BCC criticises a system that's not getting money to business
The British Chambers of Commerce (BCC), a business lobby group, this week said the recovery was "moving forward" but warned that "repairing our broken business finance system" was "a top priority", according to a report from the BBC.
"These results reinforce the case against the Bank of England making hasty decisions on raising interest rates in the very short term," said John Longworth, director general of the BCC.
"By driving up the cost of credit for fast-growing firms, many of whom do not sit on the same healthy cash piles as their more established count.
One of the major factors driving recovery and growth is the level of interest rates. The survey indicates an early rate rise "may mean more limited growth ambitions" among companies. The BCC second-quarter survey of 7,000 businesses showed that the growth rate had slowed in some industries between April and June.
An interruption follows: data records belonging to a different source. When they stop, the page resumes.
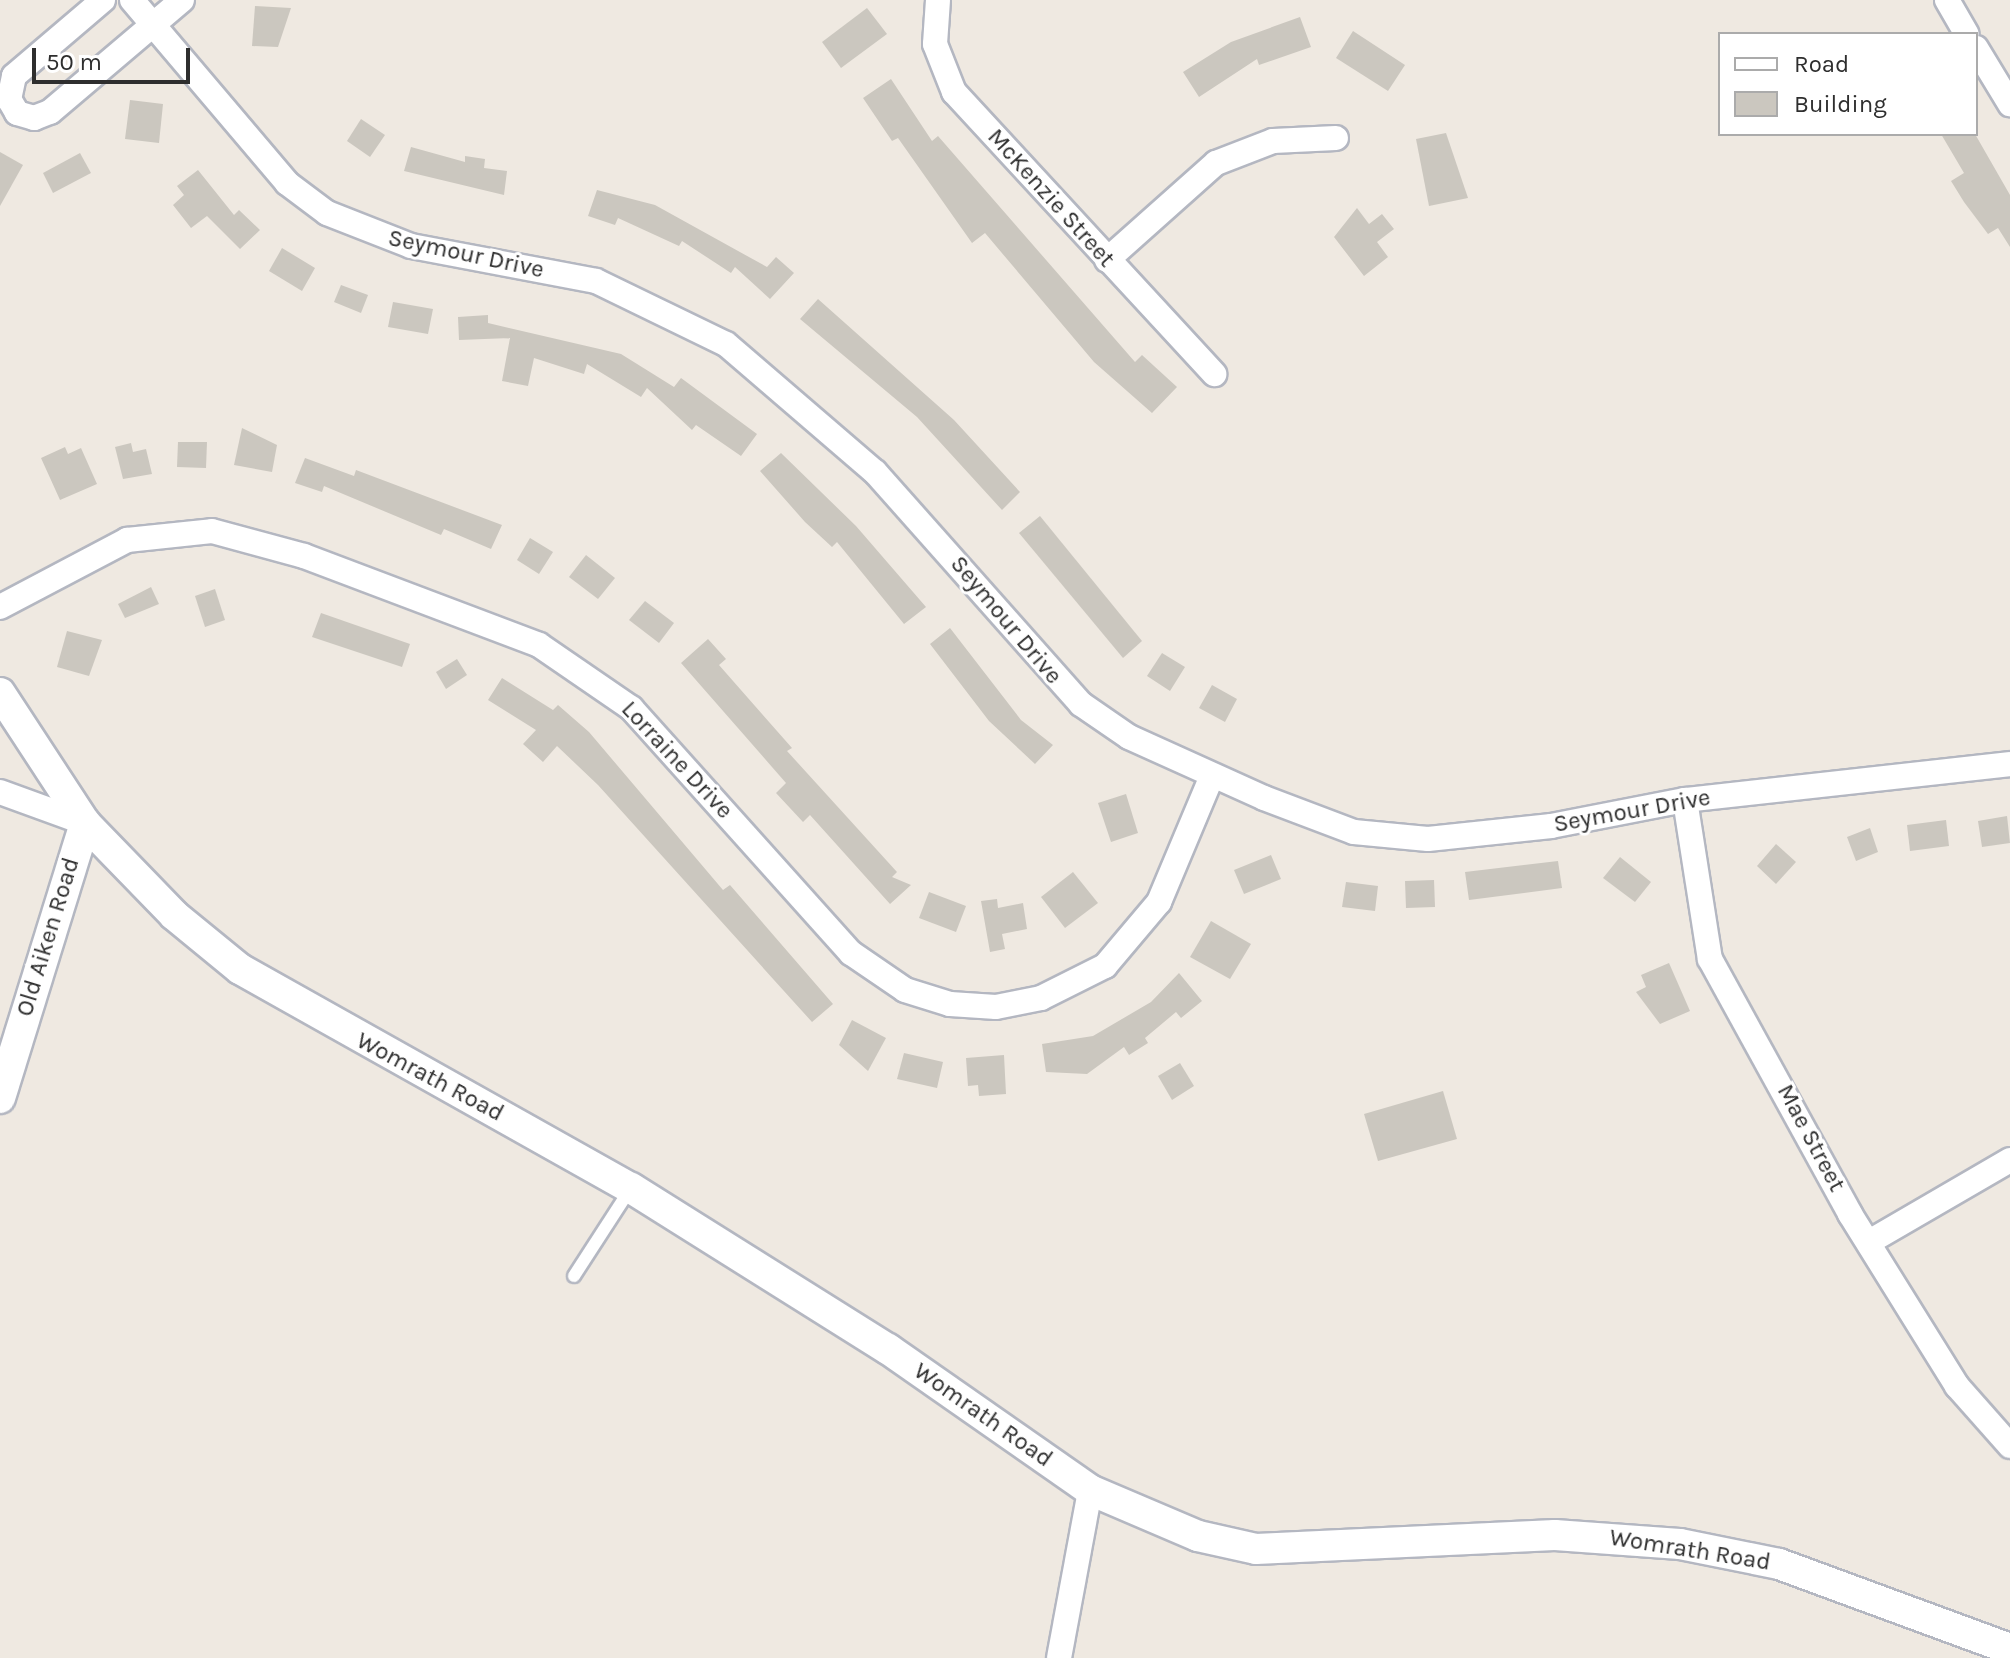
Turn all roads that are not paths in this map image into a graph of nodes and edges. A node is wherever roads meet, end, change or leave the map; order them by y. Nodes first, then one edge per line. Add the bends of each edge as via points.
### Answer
1 (103, 0) edge
2 (132, 0) edge
3 (182, 0) edge
4 (938, 0) edge
5 (1947, 0) edge
6 (151, 23) junction
7 (1966, 32) edge
8 (1978, 51) edge
9 (2010, 104) edge
10 (1336, 138) dead end
11 (1107, 260) junction
12 (1214, 374) dead end
13 (0, 607) edge
14 (0, 693) edge
15 (2010, 764) edge
16 (1212, 776) junction
17 (0, 792) edge
18 (1685, 800) junction
19 (85, 823) junction
20 (0, 1098) edge
21 (2010, 1160) edge
22 (631, 1188) junction
23 (1869, 1242) junction
24 (574, 1276) dead end
25 (2010, 1446) edge
26 (1090, 1490) junction
27 (2008, 1643) edge
28 (1059, 1658) edge

1 - 6 street via 14,76 9,99 17,113 34,118 50,112
2 - 6 street, Seymour Drive
3 - 6 street
4 - 11 street, McKenzie Street via 935,44 954,92
5 - 7 street
6 - 16 street, Seymour Drive via 287,183 327,213 411,246 596,281 726,344 875,472 1081,704
8 - 9 street
10 - 11 street via 1297,135 1216,163
11 - 12 street, McKenzie Street
13 - 16 street, Lorraine Drive via 127,540 212,531 291,552 539,645 631,708 851,953 905,990 950,1004 996,1007 1041,998 1105,966 1159,902
14 - 19 street, Womrath Road
15 - 18 street, Seymour Drive
16 - 18 street, Seymour Drive via 1354,832 1403,839 1551,826
17 - 19 street
18 - 23 street, Mae Street via 1710,959
19 - 20 street, Old Aiken Road
19 - 22 street, Womrath Road via 174,915 240,969
21 - 23 street
22 - 24 lane
22 - 26 street, Womrath Road via 888,1349
23 - 25 street, Mae Street via 1957,1386
26 - 27 street, Womrath Road via 1198,1536 1256,1549 1555,1535 1680,1544 1779,1564
26 - 28 street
"Last month, the governor of the Bank of England Mark Carney warned that an interest rate rise is going to happen sooner rather than later," reports crowdfunding intelligence platform, Another Crowd. "This news hit the large UK homebuilders and has led to an increase in two-year fixed-rate mortgage rates this month. And outgoing deputy governor, Sir Charlie Bean, spoke with the clarity and the fearlessness of a valetudinarian, when he said it would be 'reasonable' to expect borrowing costs to return to pre-recession levels in the long term – between five and 10 years."
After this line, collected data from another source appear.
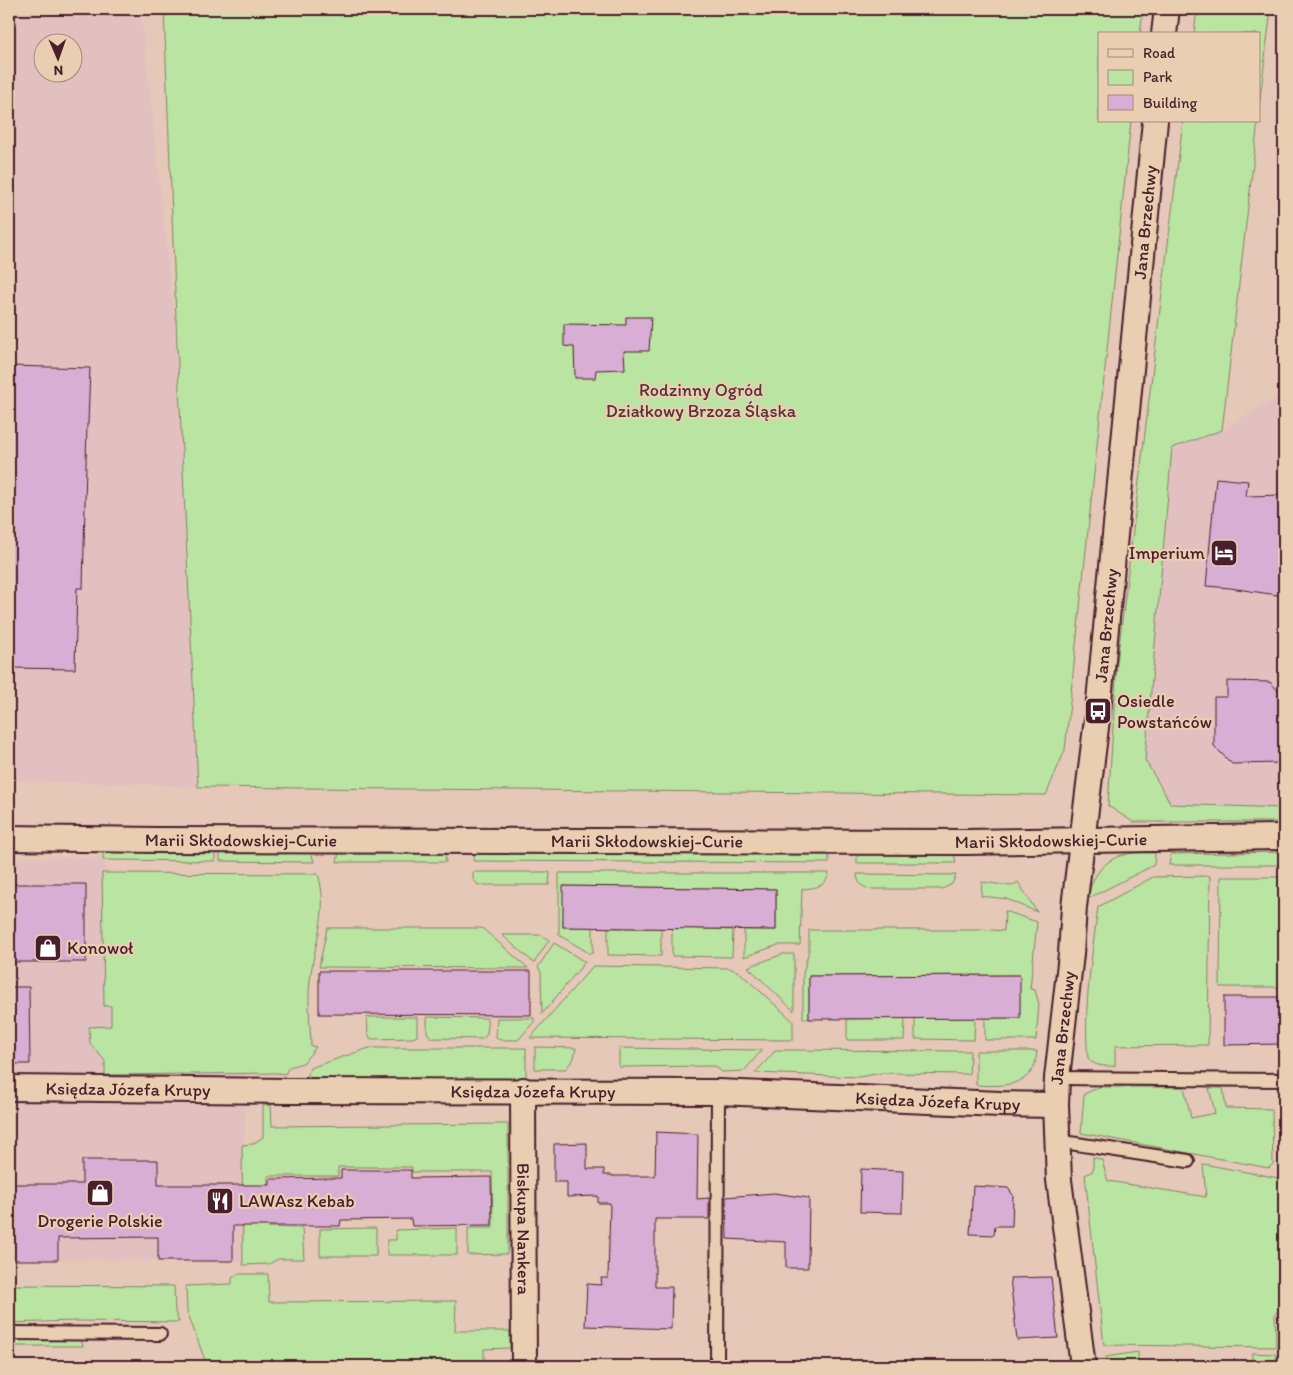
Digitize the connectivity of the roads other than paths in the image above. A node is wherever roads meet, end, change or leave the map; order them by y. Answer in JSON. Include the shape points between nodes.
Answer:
{"nodes":[{"id":1,"x":1167,"y":9,"type":"edge"},
{"id":2,"x":1164,"y":32,"type":"edge"},
{"id":3,"x":1155,"y":122,"type":"edge"},
{"id":4,"x":1284,"y":837,"type":"edge"},
{"id":5,"x":9,"y":838,"type":"edge"},
{"id":6,"x":1082,"y":840,"type":"junction"},
{"id":7,"x":1057,"y":1078,"type":"junction"},
{"id":8,"x":1284,"y":1080,"type":"edge"},
{"id":9,"x":9,"y":1088,"type":"edge"},
{"id":10,"x":523,"y":1090,"type":"junction"},
{"id":11,"x":718,"y":1092,"type":"junction"},
{"id":12,"x":1056,"y":1105,"type":"junction"},
{"id":13,"x":1057,"y":1141,"type":"junction"},
{"id":14,"x":1188,"y":1161,"type":"dead end"},
{"id":15,"x":9,"y":1333,"type":"edge"},
{"id":16,"x":160,"y":1334,"type":"dead end"},
{"id":17,"x":524,"y":1366,"type":"edge"},
{"id":18,"x":717,"y":1366,"type":"edge"},
{"id":19,"x":1083,"y":1366,"type":"edge"}],
"edges":[{"from":1,"to":2,"type":"street"},
{"from":3,"to":6,"type":"street","name":"Jana Brzechwy","via":[[1098,711]]},
{"from":4,"to":6,"type":"street","name":"Marii Skłodowskiej-Curie"},
{"from":5,"to":6,"type":"street","name":"Marii Skłodowskiej-Curie"},
{"from":6,"to":7,"type":"street","name":"Jana Brzechwy"},
{"from":7,"to":8,"type":"lane"},
{"from":7,"to":12,"type":"street","name":"Jana Brzechwy"},
{"from":9,"to":10,"type":"street","name":"Księdza Józefa Krupy"},
{"from":10,"to":11,"type":"street","name":"Księdza Józefa Krupy"},
{"from":10,"to":17,"type":"street","name":"Biskupa Nankera"},
{"from":11,"to":12,"type":"street","name":"Księdza Józefa Krupy"},
{"from":11,"to":18,"type":"lane"},
{"from":12,"to":13,"type":"street","name":"Jana Brzechwy"},
{"from":13,"to":14,"type":"lane"},
{"from":13,"to":19,"type":"street","name":"Jana Brzechwy"},
{"from":15,"to":16,"type":"lane"}]}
Just how higher rates will affect crowdfunding remains to be seen. The crowdfunding industry is relatively new, and its relationship to the banking industry is being re-configured on a daily basis.
We believe, first, that the crowd is here to stay. The Financial Conduct Authority (FCA) is working out the best way to regulate crowdfunding, but is clearly planning for the long term.
And secondly, the correlation between crowdfunding rates and bank rates will only begin to be determined once rates have risen. Crowdfunding is all about bringing lenders and borrowers together – the level of returns on deposit accounts, and the cost of bank loans (if they ever get round to making them) will affect the cost of crowdfunding, but how directly and how immediately only time will tell.